Gilberto Waller afirma que proposta previa cortar espera para 1,3 milhão de pedidos; demitido, ele culpa a Casa Civil por entrave
Isabela Jordão

O agora ex-presidente do INSS, Gilberto Waller Júnior, demitido nesta segunda-feira, 13 | Foto: Jefferson Rudy/Agência Senado
O Instituto Nacional do Seguro Social (INSS) elaborou ainda em janeiro um plano para reduzir a fila de pedidos de benefícios, mas a proposta não saiu do papel por falta de aval da Casa Civil. A afirmação é do ex-presidente do órgão Gilberto Waller, demitido nesta segunda-feira, 13.
Segundo Waller, o plano foi construído em conjunto com a Casa Civil, a Dataprev e o Ministério da Previdência Social e previa a redução da fila para 1,3 milhão de requerimentos até o fim do atual governo.
Parte das medidas chegou a ser implementada, como o Atestemed — ferramenta digital que permite solicitar auxílio por incapacidade temporária sem perícia presencial — e a realização de mutirões aos fins de semana.

Miriam Belchior assumiu o Ministério da Casa Civil em abril deste ano | Foto: Valter Campanato/Agência Brasil
“Fizemos algumas coisas que já deram efeito”, disse ao jornal O Globo. Ele afirma, porém, desconhecer os motivos pelos quais a Casa Civil não deu sinal verde para a execução integral da proposta. Waller foi nomeado em abril de 2025, depois do escândalo dos descontos indevidos em aposentadorias e pensões, e deixou o cargo sem aviso prévio.
Segundo relato à jornalista Andréia Sadi, da Rede Globo, ele foi informado da exoneração por volta das 10h30 de segunda-feira, sem explicações sobre a decisão.
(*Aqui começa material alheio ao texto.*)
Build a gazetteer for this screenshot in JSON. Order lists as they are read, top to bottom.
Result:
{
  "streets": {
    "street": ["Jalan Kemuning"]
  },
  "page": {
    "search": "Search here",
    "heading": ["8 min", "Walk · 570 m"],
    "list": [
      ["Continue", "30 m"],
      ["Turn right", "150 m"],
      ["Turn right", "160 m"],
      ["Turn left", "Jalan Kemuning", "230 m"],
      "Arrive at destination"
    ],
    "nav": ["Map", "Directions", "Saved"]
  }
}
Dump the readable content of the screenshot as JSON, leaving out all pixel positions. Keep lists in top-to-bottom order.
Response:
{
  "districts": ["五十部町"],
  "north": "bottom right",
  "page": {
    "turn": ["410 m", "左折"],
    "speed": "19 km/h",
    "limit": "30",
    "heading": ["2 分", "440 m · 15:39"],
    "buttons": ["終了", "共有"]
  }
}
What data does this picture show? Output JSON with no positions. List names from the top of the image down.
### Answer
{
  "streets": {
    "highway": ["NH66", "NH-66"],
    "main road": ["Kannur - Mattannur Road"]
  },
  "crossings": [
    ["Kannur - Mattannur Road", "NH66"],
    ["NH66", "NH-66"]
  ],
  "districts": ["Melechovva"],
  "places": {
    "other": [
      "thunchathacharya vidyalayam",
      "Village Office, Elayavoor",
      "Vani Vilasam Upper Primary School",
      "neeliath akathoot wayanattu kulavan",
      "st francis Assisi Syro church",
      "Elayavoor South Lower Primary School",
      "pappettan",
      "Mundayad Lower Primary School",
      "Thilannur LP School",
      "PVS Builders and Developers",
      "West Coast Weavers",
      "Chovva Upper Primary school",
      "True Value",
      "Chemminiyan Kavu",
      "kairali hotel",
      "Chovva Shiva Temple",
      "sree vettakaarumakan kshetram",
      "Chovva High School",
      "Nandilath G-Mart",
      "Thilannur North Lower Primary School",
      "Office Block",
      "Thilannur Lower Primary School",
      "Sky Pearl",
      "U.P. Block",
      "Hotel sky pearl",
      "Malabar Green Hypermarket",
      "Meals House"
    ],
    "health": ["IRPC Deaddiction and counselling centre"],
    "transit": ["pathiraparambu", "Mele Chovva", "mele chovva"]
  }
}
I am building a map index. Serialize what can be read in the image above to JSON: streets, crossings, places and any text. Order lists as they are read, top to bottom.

Disse ainda que não chegou a falar com o ministro da Previdência, Wolney Queiroz, e foi comunicado apenas pelo secretário-executivo da pasta.
O ex-presidente também contestou a justificativa do ministério de que a troca no comando do INSS visa a acelerar a análise de benefícios. Para ele, o principal gargalo está na perícia médica, responsabilidade da pasta.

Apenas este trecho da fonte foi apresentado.